Post Recognition Procedure

Capture the utterance, an isolated inflected word.
Get its syllabified form.
Generate phone sequence from the syllabified word.
Compare the phone sequences with stem words in the dictionary and identify the stem.
Segment the word into stem and inflection.
Get the list of possible inflections.
Compare the inflection signals possible with that stem one by one and apply morpho-syntactic rules of the language to combine stem and inflection.
Display the inflected word.

Using the rules the possible set of root words are combined with possible set of inflections and the obtained results are compared with the given user input and the nearest possible root word and inflection are displayed if the given input is correct. If the given input is not correct then the inflection part of the given input word is compared with the inflections of that particular root word and identifies the nearest possible inflection and combines the root word with those identified inflections, applies sandhi rules and displays the output. When there is more than one root word or more than one inflection has minimum edit distance then the model will display all the possible options. User can choose the correct one from that. For example, when the given word is pustakaMdO (పుస్తకందో), the inflections tO making it pustakaMtO (పుస్తకంతో) meaning ‘with the book’ and lO making it pustakaMlO (పుస్తకంలో) meaning ‘in the book’) mis are possible. Present work will list both the words and user is given the option. We are working on improving this by selecting the appropriate word based on the context.
SCIL Algorithm

W=Utterance.wav
Syl[]=SyllableIdentifier(W)
Phone[]=phonetizer(Syl[])
Stem=getStem(Syl[])
Infl[]=getInflections(Stem)
While (not exactMatch)

word=MorphAnalyzer(stem,inflMatch)

display word
Stop

Working of SCIL
Once possible root words identified the given word is segmented into two parts, first being the root word and second part inflection. Now the inflection part is compared in the reverse direction for a match in the inflection dictionary. It will consider only the inflections that are mentioned against the possible root words, thus reducing the search space and making the algorithm faster.
For example consider “nAnnagariki” (నాన్నà°-ారికి) meaning “to father”, is misrecognized as nAn-na-cA-ri-ku (నాన్నచారికు) then SCIL is applied and will correct the recognition error as follows:
The output from ASR is nAn-na-cA-ri-ku. The phone sequence generator will generate the phone sequence as n-A-n-n-a-c-A-r-i-k-u. Now, match it with the set of root words stored in dictionary module. This process will identify the possible set of root words from the Stem dictionary as follows:

…….

nAnna ( నాన్న)

nANemu (నాణెము)

………

Once possible root words identified the given word is segmented into two parts, first being the root word and second part inflection. Now the inflection part is compared for a match in the inflection dictionary. It will consider only the inflections that are mentioned against the possible root words, thus reducing the search space and making the algorithm faster.

ki (à°•à°¿)

ni (ని)

gAriki ( à°-ారికి )

………

Possible set of inflections in inflections dictionary
After getting the possible set of root words and possible set of inflections they are combined with the help of SaMdhi formation rules. Here in this example cA-ri-ku is compared with the inflections of the root word nAnna
After comparing it identifies gAriki as the nearest possible inflection and combines the root word with the inflection and displays the output as “nAnnagAriki”.
Conclusions
Language model proposed in this work results in reduction in corpus size by using factored approach. The search process is fastened by use of trie based structure. A change to standard trie is proposed.
A post recognition procedure SCIL, is designed which uses the proposed language model and corrects the words misrecognized at inflections. The approach is tested using 1500 speech samples.
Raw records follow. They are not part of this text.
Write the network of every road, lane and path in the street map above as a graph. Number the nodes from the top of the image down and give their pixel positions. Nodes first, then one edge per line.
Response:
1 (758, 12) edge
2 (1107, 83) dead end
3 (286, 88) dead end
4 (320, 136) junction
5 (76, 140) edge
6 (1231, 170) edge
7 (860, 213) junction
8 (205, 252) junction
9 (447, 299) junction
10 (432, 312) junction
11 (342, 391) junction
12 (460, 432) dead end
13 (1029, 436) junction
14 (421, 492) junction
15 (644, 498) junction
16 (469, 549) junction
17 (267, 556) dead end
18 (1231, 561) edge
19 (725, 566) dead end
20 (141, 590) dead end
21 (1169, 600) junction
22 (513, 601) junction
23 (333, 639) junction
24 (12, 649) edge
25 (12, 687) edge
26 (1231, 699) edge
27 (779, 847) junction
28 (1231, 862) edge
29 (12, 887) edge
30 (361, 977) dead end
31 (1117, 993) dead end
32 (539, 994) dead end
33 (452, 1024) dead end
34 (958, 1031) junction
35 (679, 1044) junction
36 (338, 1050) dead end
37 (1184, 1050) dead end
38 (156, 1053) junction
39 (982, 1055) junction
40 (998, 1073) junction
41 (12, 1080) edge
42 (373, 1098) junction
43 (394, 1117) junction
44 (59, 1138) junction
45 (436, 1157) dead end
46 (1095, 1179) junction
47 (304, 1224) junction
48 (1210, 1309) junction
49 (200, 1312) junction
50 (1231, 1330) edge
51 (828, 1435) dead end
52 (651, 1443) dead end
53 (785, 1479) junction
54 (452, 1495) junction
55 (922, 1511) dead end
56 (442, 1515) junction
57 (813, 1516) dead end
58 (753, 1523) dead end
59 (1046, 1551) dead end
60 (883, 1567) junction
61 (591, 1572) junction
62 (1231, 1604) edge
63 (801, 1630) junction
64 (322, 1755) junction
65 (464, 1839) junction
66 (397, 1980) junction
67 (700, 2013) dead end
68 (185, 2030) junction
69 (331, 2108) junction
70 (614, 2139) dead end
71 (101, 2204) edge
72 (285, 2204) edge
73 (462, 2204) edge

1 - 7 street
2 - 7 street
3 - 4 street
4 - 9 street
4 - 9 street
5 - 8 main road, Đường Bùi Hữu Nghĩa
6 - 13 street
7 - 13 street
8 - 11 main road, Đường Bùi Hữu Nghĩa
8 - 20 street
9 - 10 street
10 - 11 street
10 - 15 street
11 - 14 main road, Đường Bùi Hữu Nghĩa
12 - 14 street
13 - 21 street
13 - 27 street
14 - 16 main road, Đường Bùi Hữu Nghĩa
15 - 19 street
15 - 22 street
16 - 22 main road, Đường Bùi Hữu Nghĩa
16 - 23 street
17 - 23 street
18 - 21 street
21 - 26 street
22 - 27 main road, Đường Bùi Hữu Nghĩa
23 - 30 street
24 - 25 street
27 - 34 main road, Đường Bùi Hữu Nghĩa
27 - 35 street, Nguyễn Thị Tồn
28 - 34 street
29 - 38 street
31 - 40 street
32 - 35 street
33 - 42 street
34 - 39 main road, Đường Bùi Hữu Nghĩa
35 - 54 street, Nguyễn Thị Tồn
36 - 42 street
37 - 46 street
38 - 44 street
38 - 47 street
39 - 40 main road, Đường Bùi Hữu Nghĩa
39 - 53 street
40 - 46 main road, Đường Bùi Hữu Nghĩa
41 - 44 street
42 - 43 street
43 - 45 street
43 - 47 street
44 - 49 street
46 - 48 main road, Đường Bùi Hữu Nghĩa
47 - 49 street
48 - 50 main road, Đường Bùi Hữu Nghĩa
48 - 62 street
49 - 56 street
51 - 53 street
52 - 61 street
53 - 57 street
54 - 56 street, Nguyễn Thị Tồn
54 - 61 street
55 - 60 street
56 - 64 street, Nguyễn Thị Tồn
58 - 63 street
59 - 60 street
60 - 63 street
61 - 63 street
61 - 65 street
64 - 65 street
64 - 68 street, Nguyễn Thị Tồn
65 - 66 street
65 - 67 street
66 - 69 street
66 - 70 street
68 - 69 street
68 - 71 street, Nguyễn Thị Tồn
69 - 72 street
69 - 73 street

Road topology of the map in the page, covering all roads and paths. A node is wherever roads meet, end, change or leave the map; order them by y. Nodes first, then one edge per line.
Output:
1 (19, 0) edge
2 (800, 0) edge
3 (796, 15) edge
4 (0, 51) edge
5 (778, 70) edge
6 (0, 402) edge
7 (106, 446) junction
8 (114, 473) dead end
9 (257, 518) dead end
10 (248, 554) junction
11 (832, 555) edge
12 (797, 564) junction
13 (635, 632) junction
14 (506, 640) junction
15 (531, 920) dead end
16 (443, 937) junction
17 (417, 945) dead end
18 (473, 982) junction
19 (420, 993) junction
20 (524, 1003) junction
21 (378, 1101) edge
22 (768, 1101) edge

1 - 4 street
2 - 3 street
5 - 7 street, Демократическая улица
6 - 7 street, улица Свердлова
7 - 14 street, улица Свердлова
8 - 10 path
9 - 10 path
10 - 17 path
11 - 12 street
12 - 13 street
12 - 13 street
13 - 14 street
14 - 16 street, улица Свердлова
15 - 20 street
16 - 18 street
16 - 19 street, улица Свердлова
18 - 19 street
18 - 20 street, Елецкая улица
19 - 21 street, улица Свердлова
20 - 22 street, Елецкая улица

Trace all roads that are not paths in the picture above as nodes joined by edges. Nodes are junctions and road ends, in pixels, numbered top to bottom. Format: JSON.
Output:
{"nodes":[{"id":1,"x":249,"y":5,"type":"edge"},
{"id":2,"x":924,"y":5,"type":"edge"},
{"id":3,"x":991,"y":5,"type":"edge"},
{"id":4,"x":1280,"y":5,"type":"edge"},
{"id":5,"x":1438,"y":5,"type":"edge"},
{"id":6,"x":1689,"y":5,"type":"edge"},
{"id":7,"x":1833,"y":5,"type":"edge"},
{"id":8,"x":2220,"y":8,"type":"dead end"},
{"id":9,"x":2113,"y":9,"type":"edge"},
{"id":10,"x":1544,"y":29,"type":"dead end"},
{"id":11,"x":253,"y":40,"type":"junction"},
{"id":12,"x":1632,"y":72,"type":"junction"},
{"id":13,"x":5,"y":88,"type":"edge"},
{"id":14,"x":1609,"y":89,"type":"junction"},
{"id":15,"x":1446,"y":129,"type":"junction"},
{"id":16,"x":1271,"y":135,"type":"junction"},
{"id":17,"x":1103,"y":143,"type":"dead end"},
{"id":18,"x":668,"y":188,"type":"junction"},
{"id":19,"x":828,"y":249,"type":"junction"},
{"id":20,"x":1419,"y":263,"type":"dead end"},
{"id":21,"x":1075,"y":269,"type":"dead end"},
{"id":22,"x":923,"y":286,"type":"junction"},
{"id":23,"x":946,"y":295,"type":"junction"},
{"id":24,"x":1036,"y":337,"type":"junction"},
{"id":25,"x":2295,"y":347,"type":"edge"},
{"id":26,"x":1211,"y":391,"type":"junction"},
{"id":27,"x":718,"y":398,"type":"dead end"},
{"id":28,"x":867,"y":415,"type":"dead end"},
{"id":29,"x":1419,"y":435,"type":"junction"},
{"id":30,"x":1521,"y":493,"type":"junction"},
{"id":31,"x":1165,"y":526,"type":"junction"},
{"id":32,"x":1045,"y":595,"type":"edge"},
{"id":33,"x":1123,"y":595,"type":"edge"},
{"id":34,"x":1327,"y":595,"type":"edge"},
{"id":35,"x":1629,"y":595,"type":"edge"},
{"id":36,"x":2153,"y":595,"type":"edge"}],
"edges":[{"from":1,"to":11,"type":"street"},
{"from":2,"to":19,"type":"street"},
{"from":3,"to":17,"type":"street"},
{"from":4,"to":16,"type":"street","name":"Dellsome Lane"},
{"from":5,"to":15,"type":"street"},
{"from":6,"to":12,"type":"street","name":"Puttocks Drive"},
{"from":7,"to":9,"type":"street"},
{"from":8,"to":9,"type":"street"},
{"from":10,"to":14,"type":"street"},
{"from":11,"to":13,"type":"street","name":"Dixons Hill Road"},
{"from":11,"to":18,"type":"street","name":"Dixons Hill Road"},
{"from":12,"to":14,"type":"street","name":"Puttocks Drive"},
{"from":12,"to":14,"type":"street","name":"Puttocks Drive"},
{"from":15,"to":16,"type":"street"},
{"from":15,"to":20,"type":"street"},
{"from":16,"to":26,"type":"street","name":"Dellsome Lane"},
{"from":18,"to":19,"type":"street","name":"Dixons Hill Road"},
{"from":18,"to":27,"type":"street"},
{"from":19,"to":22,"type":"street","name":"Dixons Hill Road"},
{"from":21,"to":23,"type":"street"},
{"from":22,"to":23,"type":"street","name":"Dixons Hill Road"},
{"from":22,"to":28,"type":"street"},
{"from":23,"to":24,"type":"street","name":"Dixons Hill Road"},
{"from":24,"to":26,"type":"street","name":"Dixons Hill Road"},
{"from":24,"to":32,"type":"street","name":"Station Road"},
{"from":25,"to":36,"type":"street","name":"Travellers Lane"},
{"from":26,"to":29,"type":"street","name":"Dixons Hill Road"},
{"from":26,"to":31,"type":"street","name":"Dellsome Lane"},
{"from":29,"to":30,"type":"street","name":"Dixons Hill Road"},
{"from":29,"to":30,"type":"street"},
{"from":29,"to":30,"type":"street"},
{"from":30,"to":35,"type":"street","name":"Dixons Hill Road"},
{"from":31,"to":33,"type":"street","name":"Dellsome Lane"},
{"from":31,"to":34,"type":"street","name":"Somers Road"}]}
These samples consist of 100 distinct words , each word repeated 3 times and recorded by 5 speakers in the age group 18-50. It is implemented as a speaker dependent system. An average model is built from the three utterances of each word for each speaker. Each speaker is given a unique ID, using which average model of that speaker is used for testing.
 

What Will You Get?

We provide professional writing services to help you score straight A’s by submitting custom written assignments that mirror your guidelines.

Premium Quality

Get result-oriented writing and never worry about grades anymore. We follow the highest quality standards to make sure that you get perfect assignments.

Experienced Writers

Our writers have experience in dealing with papers of every educational level. You can surely rely on the expertise of our qualified professionals.

On-Time Delivery

Your deadline is our threshold for success and we take it very seriously. We make sure you receive your papers before your predefined time.

24/7 Customer Support

Someone from our customer support team is always here to respond to your questions. So, hit us up if you have got any ambiguity or concern.

Complete Confidentiality

Sit back and relax while we help you out with writing your papers. We have an ultimate policy for keeping your personal and order-related details a secret.

Authentic Sources

We assure you that your document will be thoroughly checked for plagiarism and grammatical errors as we use highly authentic and licit sources.

Moneyback Guarantee

Still reluctant about placing an order? Our 100% Moneyback Guarantee backs you up on rare occasions where you aren’t satisfied with the writing.

Order Tracking

You don’t have to wait for an update for hours; you can track the progress of your order any time you want. We share the status after each step.

image

Areas of Expertise

Although you can leverage our expertise for any writing task, we have a knack for creating flawless papers for the following document types.

Areas of Expertise

Although you can leverage our expertise for any writing task, we have a knack for creating flawless papers for the following document types.

image

Trusted Partner of 9650+ Students for Writing

From brainstorming your paper's outline to perfecting its grammar, we perform every step carefully to make your paper worthy of A grade.

Preferred Writer

Hire your preferred writer anytime. Simply specify if you want your preferred expert to write your paper and we’ll make that happen.

Grammar Check Report

Get an elaborate and authentic grammar check report with your work to have the grammar goodness sealed in your document.

One Page Summary

You can purchase this feature if you want our writers to sum up your paper in the form of a concise and well-articulated summary.

Plagiarism Report

You don’t have to worry about plagiarism anymore. Get a plagiarism report to certify the uniqueness of your work.

Free Features $66FREE

  • Most Qualified Writer $10FREE
  • Plagiarism Scan Report $10FREE
  • Unlimited Revisions $08FREE
  • Paper Formatting $05FREE
  • Cover Page $05FREE
  • Referencing & Bibliography $10FREE
  • Dedicated User Area $08FREE
  • 24/7 Order Tracking $05FREE
  • Periodic Email Alerts $05FREE
image

Our Services

Join us for the best experience while seeking writing assistance in your college life. A good grade is all you need to boost up your academic excellence and we are all about it.

  • On-time Delivery
  • 24/7 Order Tracking
  • Access to Authentic Sources
Academic Writing

We create perfect papers according to the guidelines.

Professional Editing

We seamlessly edit out errors from your papers.

Thorough Proofreading

We thoroughly read your final draft to identify errors.

image

Delegate Your Challenging Writing Tasks to Experienced Professionals

Work with ultimate peace of mind because we ensure that your academic work is our responsibility and your grades are a top concern for us!

Check Out Our Sample Work

Dedication. Quality. Commitment. Punctuality

Categories
All samples
Essay (any type)
Essay (any type)
The Value of a Nursing Degree
Undergrad. (yrs 3-4)
Nursing
2
View this sample

It May Not Be Much, but It’s Honest Work!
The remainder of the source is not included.